Methods for data multiplexing in neural networks
Princeton Docket # 22-3898-1
Current neural network architectures, particularly Transformers, face significant challenges due to their GPU-memory intensity, which limits throughput and increases time and energy costs during training and deployment. To address this issue, Princeton University researchers have developed an innovative method that leverages multiplexing to enhance neural network efficiency. This technique allows models to process multiple input instances simultaneously through a combined vector representation in a single forward pass, significantly improving computational efficiency.
Unlike traditional batch processing, this unique approach compresses several inputs into a single instance, enabling simultaneous predictions without sacrificing accuracy. This method achieves throughput improvements of 5x to 20x compared to conventional techniques, leading to substantial savings in time, energy, and operational costs. By dramatically increasing model throughput, this technology offers a transformative solution to the limitations faced by current neural network architectures, enabling organizations to handle larger datasets and improve overall performance.
Applications • Natural language processing • Image classification and object detection
Advantages • Increased throughput • Improved efficiency • Increased cost savings • Easily scalable • No loss in accuracy
Inventors
Karthik Narasimhan Ph.D. is an associate professor at Princeton University. His research includes natural language processing, reinforcement learning and artificial intelligence.

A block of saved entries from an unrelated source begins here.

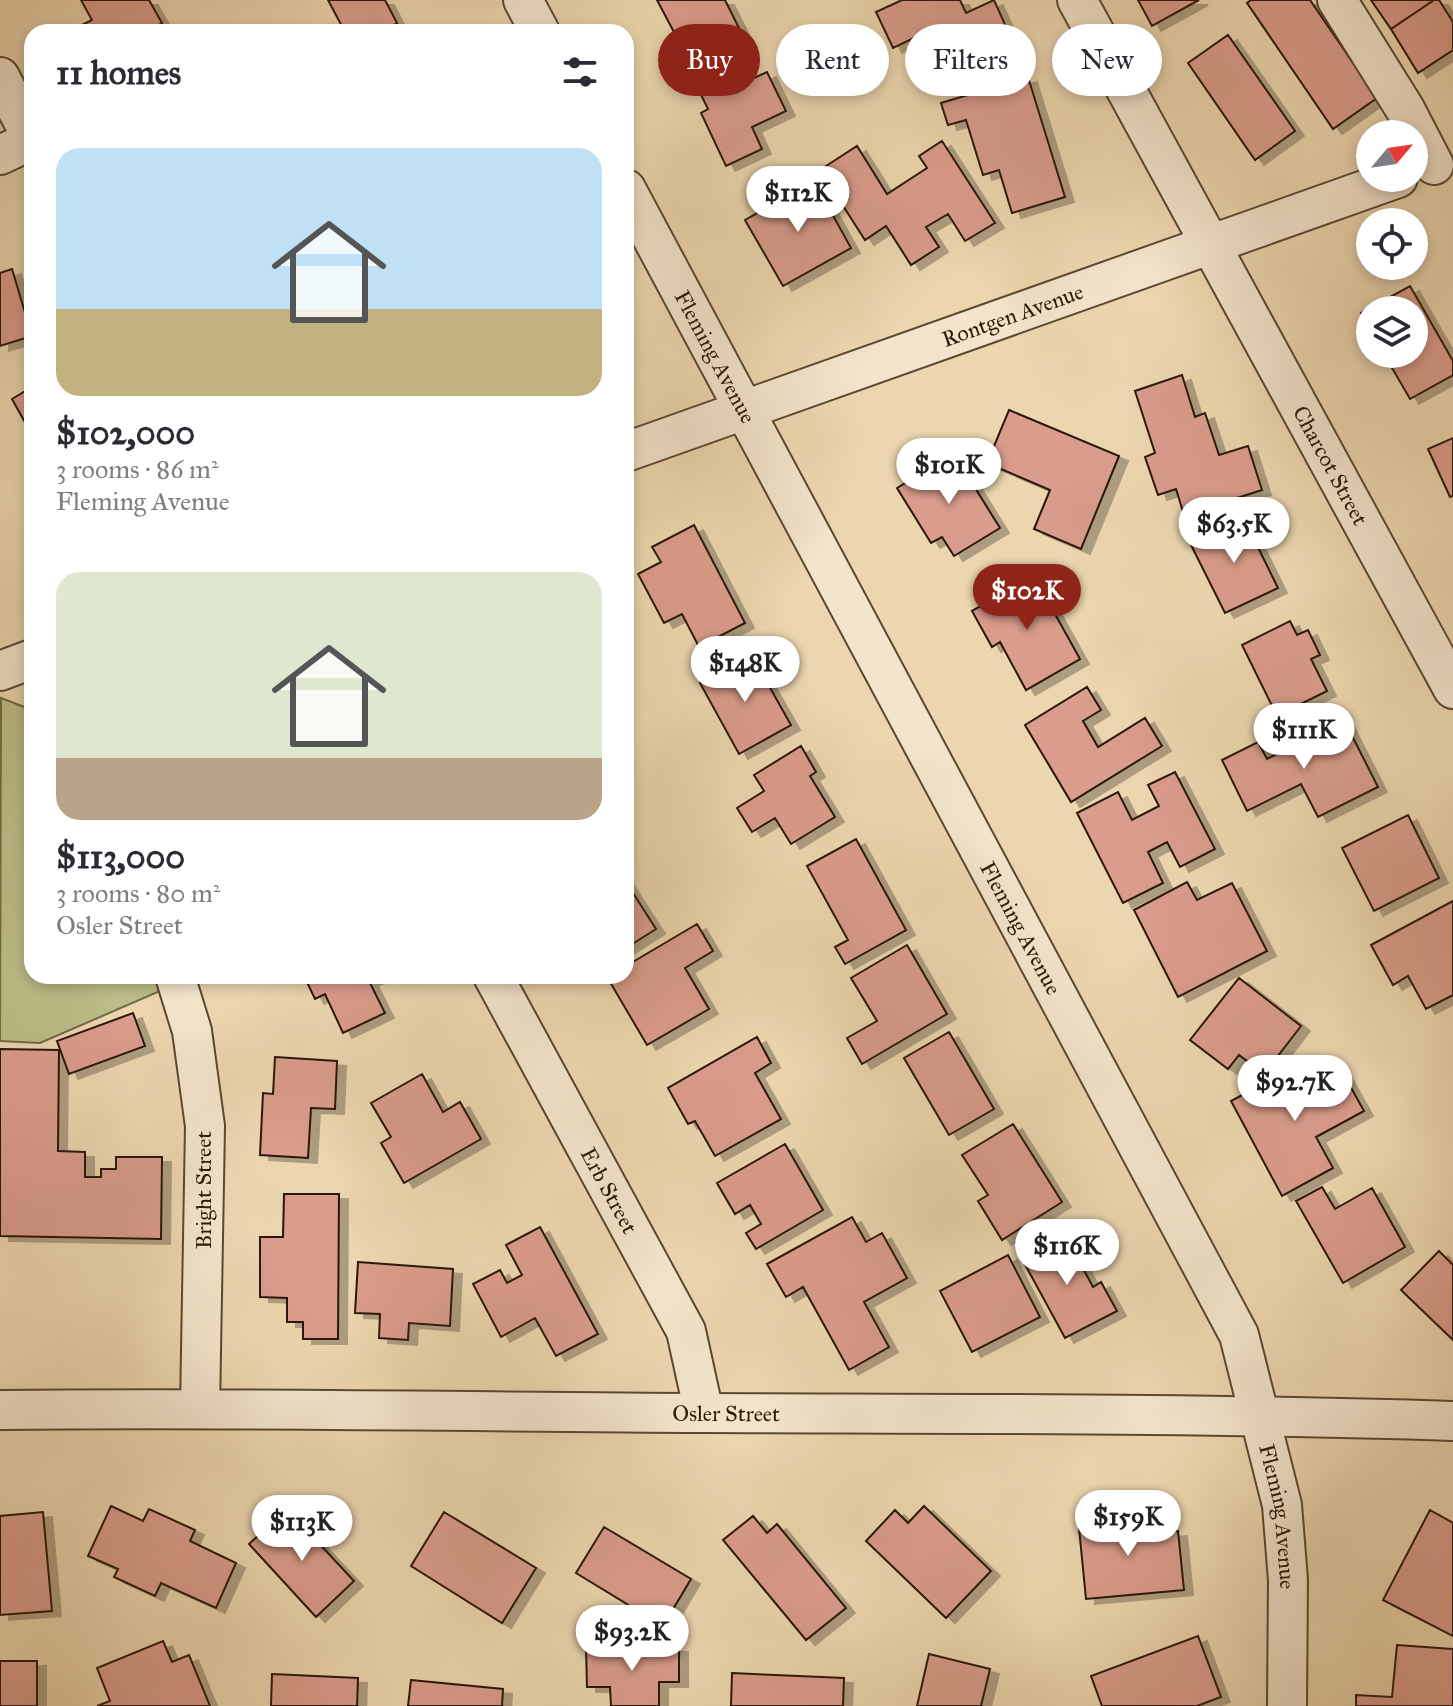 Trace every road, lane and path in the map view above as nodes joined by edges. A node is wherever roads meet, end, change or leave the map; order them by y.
1 (523, 0) edge
2 (1077, 0) edge
3 (1337, 0) edge
4 (536, 24) edge
5 (0, 77) edge
6 (24, 124) edge
7 (24, 143) edge
8 (0, 155) edge
9 (1434, 165) edge
10 (1357, 192) edge
11 (634, 204) edge
12 (1209, 243) junction
13 (746, 410) junction
14 (634, 449) edge
15 (24, 662) edge
16 (0, 671) edge
17 (1453, 689) edge
18 (177, 984) edge
19 (497, 984) edge
20 (200, 1408) junction
21 (0, 1410) edge
22 (704, 1413) junction
23 (1260, 1415) junction
24 (1453, 1421) edge
25 (1287, 1706) edge

1 - 4 street
2 - 12 street, Charcot Street
3 - 9 street
5 - 6 street
7 - 8 street
10 - 12 street, Rontgen Avenue
11 - 13 street, Fleming Avenue
12 - 13 street, Rontgen Avenue
12 - 17 street, Charcot Street
13 - 14 street, Rontgen Avenue
13 - 23 street, Fleming Avenue
15 - 16 street
18 - 20 street, Bright Street
19 - 22 street, Erb Street
20 - 21 street, Osler Street
20 - 22 street, Osler Street
22 - 23 street, Osler Street
23 - 24 street, Osler Street
23 - 25 street, Fleming Avenue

Vishvak Murahari is currently a Ph.D. student at Princeton University studying computer science. His research focuses include natural language processing and machine learning.
Carlos Jimenez is a Ph.D. student at Princeton University. His research interests include language models and task-oriented dialogue.
Runzhe Yang Ph.D. received his doctorate from Princeton University and currently a scientist at Susquehanna. His research primarily focuses on machine learning and computational neuroscience.
Ameet Deshpande is a Ph.D. student at Princeton University in the computer science department. His research focuses on the field of natural language processing (NLP).
Kai Li Ph.D. is a Paul M. and Marcia R. Wythes Professor in the computer science department at Princeton University. His current research interests include ML for systems, privacy preservation for ML, and data auditing.
Yushan Su Ph.D. is a postdoctoral researcher at Princeton University who aims to improve computer systems and machine learning efficiency by using data multiplexing, model compression and hardware accelerators.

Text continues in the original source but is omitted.